When and how religious consolidation works depends on the second variable which was once again in play on Saturday — the power of caste identities. If the Lok Sabha result reflected the national Opposition’s success in sowing seeds of doubt among backward communities, Dalits and tribals about the BJP’s commitment to reservation, the Maharashtra verdict is at least partly a result of the BJP’s ability to construct a wide multi-caste coalition, based on reassurances of representation and political voice to OBC subgroups and Marathas, a difficult balancing task given the contradictions between the two on their claims of reservation. The Jharkhand win for JMM-led alliance in turn is a reflection of the smart and wide caste and social alliance that non-BJP forces were able to build, inclusive of tribals, Dalits and backwards.
But if there is one lesson that all parties are going to take away from the results, it won’t be as much the strength of party organisations or even identity politics. It is the power of distributive schemes. India’s welfare model has now decisively shifted gears at two levels. One, the trend of direct cash transfers is now entrenched. Two, cash transfers to women is seen as a winner. It is hard to imagine the NDA reversing the political setback of the Lok Sabha results if it hadn’t introduced the cash transfer scheme in Maharashtra or the JMM winning without its own variant of the cash transfer scheme.

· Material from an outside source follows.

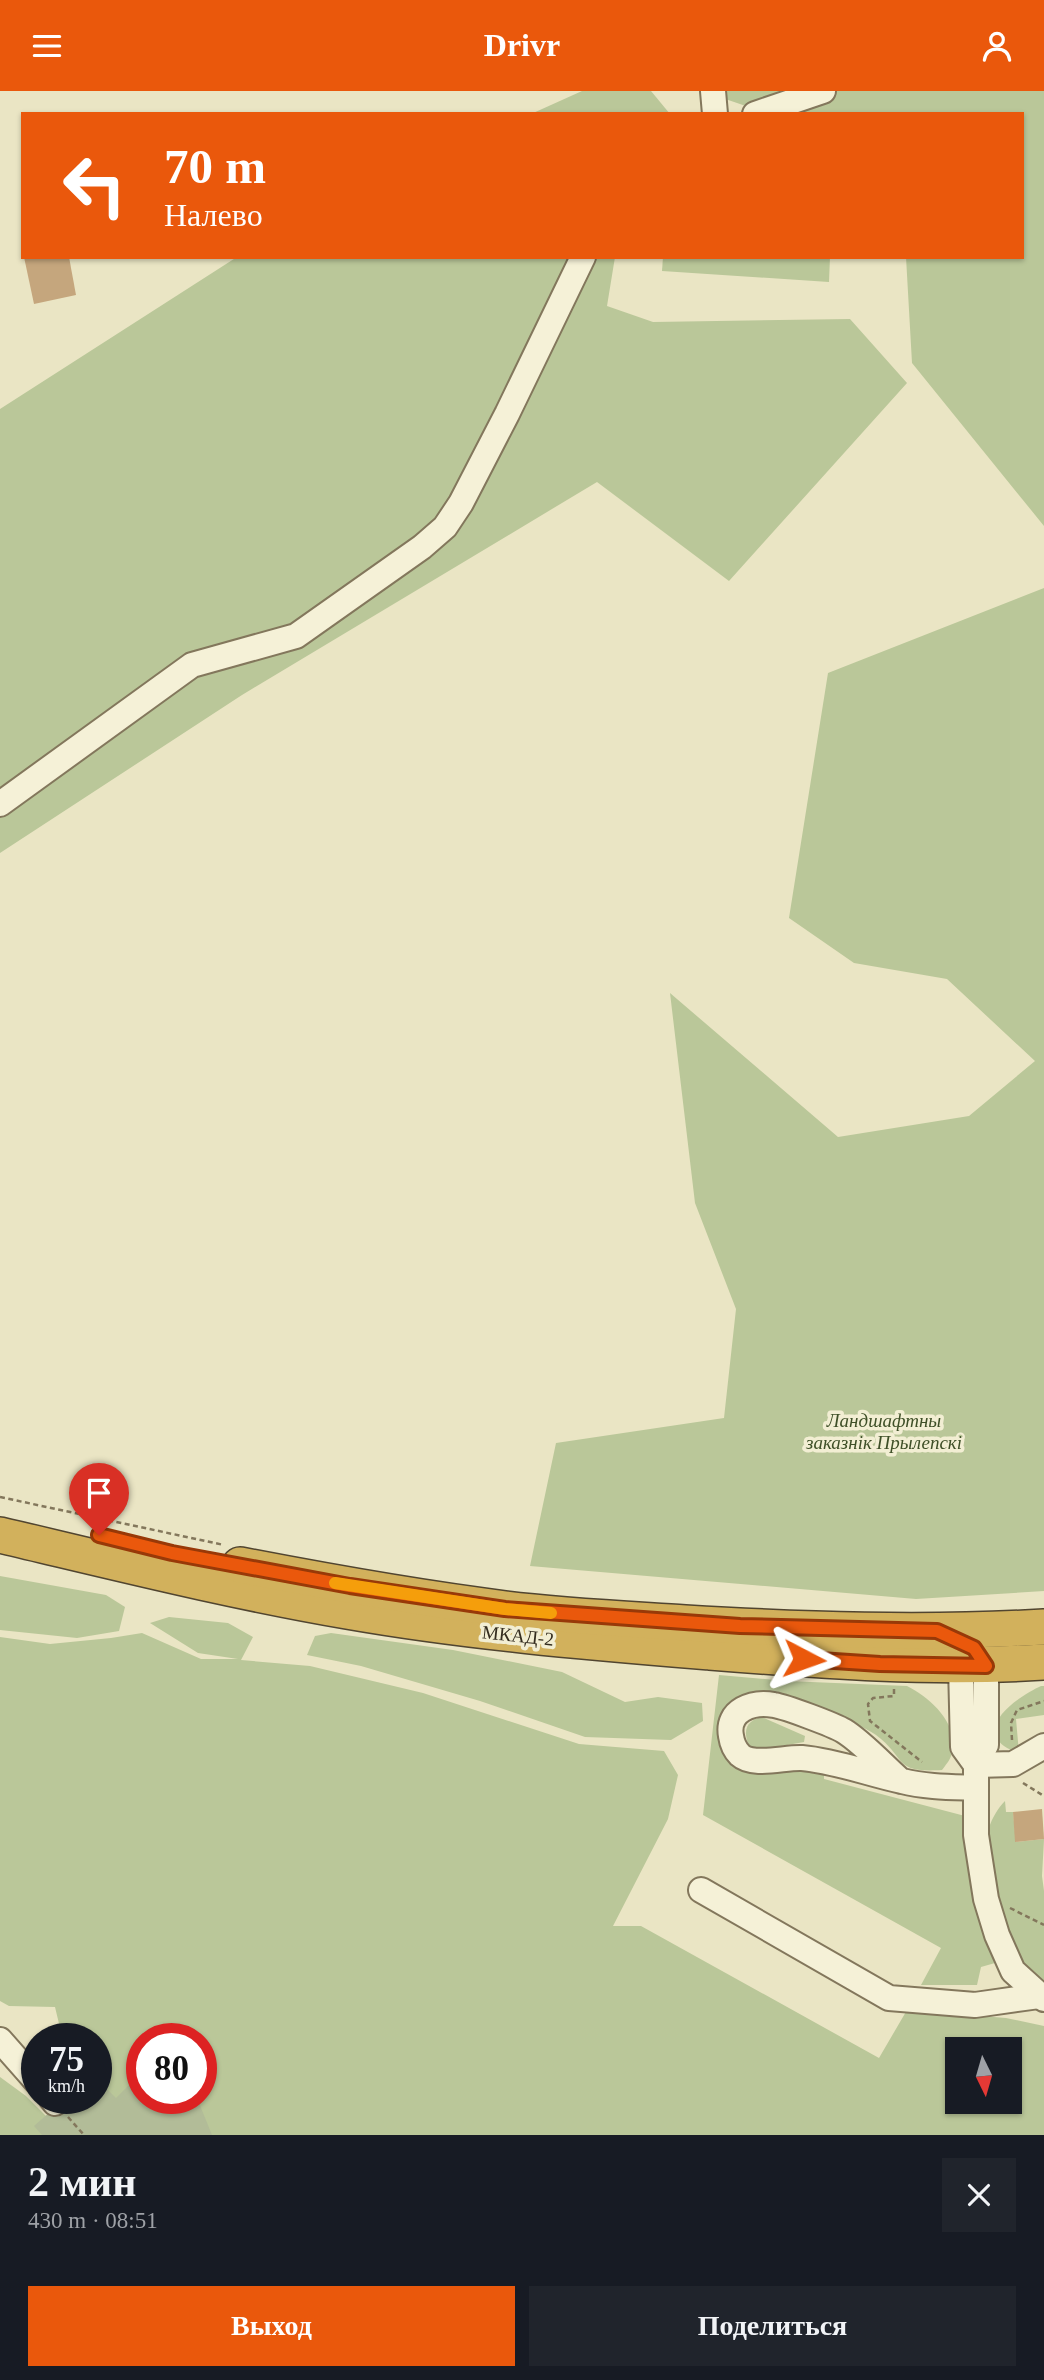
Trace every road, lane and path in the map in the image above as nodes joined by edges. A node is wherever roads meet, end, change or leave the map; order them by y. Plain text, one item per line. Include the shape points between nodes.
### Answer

The good news is the Indian political system can see distress, it can see the gendered nature of the distress, and it has the political imagination and electoral imperative to offer help. The bad news is that the scale of distress remains deep, structural solutions to address distress are absent or limited, and payouts to specific demographic groups, at the cost of fiscal discipline, are becoming the preferred pathway for politicians. Indian democracy won again on Saturday, but whether it came closer to throwing up deeper answers for India’s real governance challenges is uncertain.